Match on the string "numbered" in the entries below and return every matching line.

Exercise materials START

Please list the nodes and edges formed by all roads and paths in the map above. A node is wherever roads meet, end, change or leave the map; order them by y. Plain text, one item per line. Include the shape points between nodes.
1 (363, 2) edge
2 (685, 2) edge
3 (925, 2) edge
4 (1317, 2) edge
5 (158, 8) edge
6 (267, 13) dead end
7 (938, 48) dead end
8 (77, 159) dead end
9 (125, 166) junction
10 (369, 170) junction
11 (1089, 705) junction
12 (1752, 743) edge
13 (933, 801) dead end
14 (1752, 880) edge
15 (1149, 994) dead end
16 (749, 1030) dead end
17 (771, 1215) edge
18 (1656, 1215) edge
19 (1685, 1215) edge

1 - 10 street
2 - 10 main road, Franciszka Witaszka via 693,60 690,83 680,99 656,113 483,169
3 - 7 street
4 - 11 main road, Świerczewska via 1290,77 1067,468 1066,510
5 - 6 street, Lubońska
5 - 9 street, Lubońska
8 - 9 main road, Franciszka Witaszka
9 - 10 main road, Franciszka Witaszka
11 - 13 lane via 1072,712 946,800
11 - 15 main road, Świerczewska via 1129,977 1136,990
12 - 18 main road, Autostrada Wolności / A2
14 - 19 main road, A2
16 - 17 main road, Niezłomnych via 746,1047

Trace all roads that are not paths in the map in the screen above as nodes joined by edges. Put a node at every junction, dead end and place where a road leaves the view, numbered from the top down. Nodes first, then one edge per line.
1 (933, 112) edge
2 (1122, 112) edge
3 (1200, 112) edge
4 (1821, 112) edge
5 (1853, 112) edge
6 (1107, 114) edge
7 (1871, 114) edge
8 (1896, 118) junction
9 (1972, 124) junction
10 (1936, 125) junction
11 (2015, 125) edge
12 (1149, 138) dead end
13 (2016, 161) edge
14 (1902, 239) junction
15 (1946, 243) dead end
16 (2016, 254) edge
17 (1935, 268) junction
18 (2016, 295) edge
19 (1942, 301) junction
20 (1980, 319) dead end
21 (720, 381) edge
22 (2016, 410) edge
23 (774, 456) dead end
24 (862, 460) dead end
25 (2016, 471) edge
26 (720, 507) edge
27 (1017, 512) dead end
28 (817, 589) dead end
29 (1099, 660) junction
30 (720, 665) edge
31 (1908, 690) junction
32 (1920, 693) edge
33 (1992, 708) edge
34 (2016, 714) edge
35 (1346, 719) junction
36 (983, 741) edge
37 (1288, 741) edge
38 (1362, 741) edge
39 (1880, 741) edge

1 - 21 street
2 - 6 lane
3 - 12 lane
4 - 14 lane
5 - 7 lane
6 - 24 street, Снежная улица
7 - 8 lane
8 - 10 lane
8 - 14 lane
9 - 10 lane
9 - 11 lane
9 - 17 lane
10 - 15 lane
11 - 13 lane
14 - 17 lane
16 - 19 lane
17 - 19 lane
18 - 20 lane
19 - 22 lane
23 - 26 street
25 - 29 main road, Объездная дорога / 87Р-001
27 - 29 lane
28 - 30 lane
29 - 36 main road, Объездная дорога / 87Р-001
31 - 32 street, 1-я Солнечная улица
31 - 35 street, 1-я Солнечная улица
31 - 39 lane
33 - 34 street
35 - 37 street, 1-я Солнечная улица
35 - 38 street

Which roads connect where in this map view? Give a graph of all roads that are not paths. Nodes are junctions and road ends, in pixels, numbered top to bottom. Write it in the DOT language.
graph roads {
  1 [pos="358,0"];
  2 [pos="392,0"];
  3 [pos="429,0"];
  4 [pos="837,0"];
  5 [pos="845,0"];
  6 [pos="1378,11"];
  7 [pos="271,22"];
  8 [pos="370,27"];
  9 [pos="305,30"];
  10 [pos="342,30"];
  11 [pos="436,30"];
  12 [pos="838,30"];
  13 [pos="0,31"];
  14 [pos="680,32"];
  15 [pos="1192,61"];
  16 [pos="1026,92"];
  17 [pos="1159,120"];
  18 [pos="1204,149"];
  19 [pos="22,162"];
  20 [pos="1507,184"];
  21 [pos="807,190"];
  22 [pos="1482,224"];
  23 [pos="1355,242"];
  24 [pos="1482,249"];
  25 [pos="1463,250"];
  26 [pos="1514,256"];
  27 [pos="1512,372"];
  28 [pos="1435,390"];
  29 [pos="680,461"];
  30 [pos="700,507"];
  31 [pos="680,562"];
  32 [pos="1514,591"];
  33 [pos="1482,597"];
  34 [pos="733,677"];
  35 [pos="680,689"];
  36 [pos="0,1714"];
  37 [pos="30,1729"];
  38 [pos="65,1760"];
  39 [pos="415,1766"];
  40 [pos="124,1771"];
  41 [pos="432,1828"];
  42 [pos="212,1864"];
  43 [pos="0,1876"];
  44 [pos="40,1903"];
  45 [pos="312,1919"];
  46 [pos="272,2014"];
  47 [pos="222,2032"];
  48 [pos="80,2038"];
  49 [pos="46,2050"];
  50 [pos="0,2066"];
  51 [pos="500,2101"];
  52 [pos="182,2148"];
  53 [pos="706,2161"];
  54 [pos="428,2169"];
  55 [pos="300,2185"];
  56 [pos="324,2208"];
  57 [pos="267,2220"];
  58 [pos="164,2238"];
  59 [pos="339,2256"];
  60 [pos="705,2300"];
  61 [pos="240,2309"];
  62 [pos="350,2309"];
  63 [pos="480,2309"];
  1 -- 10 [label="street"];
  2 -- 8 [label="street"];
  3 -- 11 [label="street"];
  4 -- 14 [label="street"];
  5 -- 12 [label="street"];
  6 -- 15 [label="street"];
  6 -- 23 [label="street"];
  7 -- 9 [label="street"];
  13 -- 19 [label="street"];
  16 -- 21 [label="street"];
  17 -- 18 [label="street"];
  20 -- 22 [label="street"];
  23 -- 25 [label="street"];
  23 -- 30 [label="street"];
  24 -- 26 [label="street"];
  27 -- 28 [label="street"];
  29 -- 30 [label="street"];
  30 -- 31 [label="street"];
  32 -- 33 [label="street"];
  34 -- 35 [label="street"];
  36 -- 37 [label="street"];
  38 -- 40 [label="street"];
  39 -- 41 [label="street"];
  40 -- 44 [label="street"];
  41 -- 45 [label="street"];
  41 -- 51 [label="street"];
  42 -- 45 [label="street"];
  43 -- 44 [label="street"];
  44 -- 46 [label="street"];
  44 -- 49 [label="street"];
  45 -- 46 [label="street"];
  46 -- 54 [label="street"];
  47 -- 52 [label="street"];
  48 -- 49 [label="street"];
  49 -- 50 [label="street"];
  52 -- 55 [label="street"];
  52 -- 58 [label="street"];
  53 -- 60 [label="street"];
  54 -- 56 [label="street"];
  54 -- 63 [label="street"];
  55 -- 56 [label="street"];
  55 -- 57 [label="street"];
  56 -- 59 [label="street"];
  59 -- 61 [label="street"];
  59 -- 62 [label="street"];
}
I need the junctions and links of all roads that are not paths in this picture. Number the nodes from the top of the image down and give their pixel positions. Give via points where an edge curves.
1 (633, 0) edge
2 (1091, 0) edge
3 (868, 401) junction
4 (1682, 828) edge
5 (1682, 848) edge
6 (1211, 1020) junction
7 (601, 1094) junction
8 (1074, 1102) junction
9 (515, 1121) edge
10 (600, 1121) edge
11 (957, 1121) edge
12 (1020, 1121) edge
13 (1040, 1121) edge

Exercise materials END

→ **Response area**:
Trace all roads that are not paths in the map in the screen above as nodes joined by edges. Put a node at every junction, dead end and place where a road leaves the view, numbered from the top down. Nodes first, then one edge per line.
Which roads connect where in this map view? Give a graph of all roads that are not paths. Nodes are junctions and road ends, in pixels, numbered top to bottom. Write it in the DOT language.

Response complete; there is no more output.